Question:  What’s better, edgy and blue or clean and clever?   Answer:  Who gives a shit.  Another common conundrum I see many new comics face is what style they should adopt.  On one hand you have the easy to attempt yet difficult to pull off, “R-rated” comedy.  On the other you have the less popular yet even trickier, “TV friendly” comedy.  I hear it go both ways.  “Audiences in these tough times aren’t going to like you if your jokes are about abortions and 9/11.”  Tell that to Doug Stanhope.  “You can’t really call yourself an artist with observations about Pop Tarts.”  Tell that to Brian Regan.  When it comes to style, a lot of advice gets thrown around.  If you do the open mike at the Laugh Factory here in Los Angeles and you curse, you immediately get thrown off stage.  Their argument?  You can’t curse on The Tonight Show.  My retort?  Fuck The Tonight Show, I’m just trying to get a showcase.  If you haven’t picked up on it already, I tend to lean towards the dark side.  However, I have the utmost respect for those that can be clean and funny.  Unfortunately, most new stand-ups are only doing open mikes and as anyone who has performed at an open mike in front of a crowd of cynical comedians will tell you, the only way you’re going to get good laughs from comedians is if the material is dark and strange and dark and did I mention dark?.  Put it this way, molestation by a transvestite priest in the basement of the Anne Frank house could be considered a hacky premise at an open mike.  Consequently, this type of feedback and reinforcement leads many comics to go blue when, by nature, they probably are not.  Nobody knows what the Hell they’re talking about so don’t listen to anybody.

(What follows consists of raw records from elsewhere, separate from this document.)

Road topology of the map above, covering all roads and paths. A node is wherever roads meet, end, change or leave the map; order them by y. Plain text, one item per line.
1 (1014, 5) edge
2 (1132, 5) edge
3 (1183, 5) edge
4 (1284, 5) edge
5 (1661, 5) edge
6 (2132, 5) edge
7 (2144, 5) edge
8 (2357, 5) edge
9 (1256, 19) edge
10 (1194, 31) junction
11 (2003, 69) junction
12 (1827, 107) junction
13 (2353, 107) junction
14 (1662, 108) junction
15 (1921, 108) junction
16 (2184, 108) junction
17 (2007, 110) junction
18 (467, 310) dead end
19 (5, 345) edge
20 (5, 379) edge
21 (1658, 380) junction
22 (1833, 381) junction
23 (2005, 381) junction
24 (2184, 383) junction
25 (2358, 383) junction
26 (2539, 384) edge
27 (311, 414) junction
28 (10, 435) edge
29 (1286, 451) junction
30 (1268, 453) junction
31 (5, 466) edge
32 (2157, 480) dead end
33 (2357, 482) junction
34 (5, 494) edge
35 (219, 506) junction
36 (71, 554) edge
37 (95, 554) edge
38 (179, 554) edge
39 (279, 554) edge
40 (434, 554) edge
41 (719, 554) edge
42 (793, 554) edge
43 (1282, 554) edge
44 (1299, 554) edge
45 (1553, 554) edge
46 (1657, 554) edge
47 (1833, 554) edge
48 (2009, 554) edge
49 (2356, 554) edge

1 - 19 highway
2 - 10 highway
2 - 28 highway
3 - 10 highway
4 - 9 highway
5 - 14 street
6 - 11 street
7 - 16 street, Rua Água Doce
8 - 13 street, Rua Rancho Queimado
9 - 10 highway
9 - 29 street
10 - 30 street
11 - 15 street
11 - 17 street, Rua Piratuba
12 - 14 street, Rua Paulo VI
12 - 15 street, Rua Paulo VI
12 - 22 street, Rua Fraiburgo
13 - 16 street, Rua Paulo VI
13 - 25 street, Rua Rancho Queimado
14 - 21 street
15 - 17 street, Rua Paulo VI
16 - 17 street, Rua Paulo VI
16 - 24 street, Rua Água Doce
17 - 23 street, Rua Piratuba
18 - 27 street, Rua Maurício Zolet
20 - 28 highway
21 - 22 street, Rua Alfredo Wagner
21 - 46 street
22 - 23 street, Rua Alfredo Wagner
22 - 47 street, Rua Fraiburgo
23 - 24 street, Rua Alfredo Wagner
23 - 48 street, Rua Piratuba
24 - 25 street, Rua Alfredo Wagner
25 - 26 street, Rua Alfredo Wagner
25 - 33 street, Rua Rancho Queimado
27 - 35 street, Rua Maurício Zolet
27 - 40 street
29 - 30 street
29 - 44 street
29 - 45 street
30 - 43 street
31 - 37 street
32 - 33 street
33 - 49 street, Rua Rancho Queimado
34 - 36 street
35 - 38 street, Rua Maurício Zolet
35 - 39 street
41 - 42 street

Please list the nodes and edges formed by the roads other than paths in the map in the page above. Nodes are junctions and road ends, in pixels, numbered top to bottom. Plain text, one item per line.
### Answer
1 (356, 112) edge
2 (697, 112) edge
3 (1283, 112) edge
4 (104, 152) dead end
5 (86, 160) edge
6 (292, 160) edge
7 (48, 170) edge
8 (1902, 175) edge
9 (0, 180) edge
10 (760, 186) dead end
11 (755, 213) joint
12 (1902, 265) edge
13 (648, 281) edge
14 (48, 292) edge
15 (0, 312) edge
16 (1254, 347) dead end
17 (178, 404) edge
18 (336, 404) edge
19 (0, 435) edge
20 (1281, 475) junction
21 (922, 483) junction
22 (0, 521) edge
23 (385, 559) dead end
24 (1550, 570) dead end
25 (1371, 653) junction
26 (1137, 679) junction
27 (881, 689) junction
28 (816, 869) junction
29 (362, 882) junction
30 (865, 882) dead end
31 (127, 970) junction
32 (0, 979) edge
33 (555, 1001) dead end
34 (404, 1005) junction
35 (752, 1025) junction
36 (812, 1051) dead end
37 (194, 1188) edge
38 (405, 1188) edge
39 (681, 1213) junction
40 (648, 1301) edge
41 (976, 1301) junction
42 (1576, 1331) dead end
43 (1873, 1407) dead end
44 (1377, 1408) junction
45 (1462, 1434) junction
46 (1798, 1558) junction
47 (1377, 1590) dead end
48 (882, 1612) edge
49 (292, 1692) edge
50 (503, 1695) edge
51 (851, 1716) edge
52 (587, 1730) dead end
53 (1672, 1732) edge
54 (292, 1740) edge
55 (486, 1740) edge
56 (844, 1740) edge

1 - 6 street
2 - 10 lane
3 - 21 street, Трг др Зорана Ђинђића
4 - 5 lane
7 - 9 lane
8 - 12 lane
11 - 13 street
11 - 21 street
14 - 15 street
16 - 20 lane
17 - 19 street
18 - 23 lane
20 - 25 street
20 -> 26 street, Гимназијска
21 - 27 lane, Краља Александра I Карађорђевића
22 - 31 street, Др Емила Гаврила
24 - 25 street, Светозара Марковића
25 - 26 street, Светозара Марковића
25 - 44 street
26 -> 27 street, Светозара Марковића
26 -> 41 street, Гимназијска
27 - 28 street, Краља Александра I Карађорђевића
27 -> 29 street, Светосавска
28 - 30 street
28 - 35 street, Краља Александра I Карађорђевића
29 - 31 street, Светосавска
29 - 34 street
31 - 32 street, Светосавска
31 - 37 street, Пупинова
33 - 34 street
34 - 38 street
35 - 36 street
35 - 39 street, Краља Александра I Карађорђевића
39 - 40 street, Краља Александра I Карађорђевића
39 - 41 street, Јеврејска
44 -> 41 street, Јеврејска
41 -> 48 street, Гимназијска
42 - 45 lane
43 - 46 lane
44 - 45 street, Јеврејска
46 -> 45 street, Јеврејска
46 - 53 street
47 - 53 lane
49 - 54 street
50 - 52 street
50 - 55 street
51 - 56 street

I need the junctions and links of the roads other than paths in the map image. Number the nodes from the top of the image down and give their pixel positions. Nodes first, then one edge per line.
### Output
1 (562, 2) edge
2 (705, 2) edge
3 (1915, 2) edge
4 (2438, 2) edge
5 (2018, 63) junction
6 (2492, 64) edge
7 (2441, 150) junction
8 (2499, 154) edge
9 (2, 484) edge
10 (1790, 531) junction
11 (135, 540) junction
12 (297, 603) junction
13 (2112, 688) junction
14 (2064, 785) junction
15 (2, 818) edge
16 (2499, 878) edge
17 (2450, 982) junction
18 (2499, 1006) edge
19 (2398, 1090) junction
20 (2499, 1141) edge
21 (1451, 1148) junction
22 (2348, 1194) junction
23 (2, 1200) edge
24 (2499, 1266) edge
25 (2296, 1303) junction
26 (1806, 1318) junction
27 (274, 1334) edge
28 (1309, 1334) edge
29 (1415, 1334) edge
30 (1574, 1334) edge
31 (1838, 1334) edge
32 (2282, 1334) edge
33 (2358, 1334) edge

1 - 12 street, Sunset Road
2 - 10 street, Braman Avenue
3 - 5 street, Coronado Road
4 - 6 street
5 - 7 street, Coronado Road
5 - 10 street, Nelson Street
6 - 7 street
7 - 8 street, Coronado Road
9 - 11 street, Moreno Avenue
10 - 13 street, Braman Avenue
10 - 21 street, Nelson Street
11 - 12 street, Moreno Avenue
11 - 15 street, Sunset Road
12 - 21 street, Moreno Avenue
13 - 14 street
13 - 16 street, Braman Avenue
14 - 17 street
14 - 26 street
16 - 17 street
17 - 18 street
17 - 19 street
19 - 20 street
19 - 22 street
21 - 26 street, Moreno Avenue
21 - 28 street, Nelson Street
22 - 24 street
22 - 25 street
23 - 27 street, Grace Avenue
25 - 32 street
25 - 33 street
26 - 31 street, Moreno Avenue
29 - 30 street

It works for any question you may have.  This piece would not be a piece if I went into every single question a new stand-up may have, it would be a book.  So I’ll summarize.  “How often should I write?” Nobody knows… “Should I move to LA or New York or hit the road?”  Nobody knows… “How much time should I dedicate to hanging out at clubs and networking?”  Nobody knows… “When can I quit my day job?”  Nobody knows…  “Are stand-up workshops beneficial or a waste of money?”  Nobody knows… “Is there really a God?”  No.

Realizing that nobody really knows anything is actually quite liberating, both in comedy and in life.  Remember all those real estate “experts” that told people to buy in 2006?  You get the idea.  The concept of “Nobody knows” really dawned on me when I kept watching interview after interview of megastar stand-ups say the same thing when asked, “Any advice?”  Every single one of them says, “Just keep getting up as much as you can.”  I guess that is the only real answer to anything in stand-up.  The rest will sort itself out.  But what do I know?  If you got this far into the piece, you didn’t listen to the rule of thumb anyway.  Or maybe you did.  Damn, I hate paradoxes.  Go Lakers.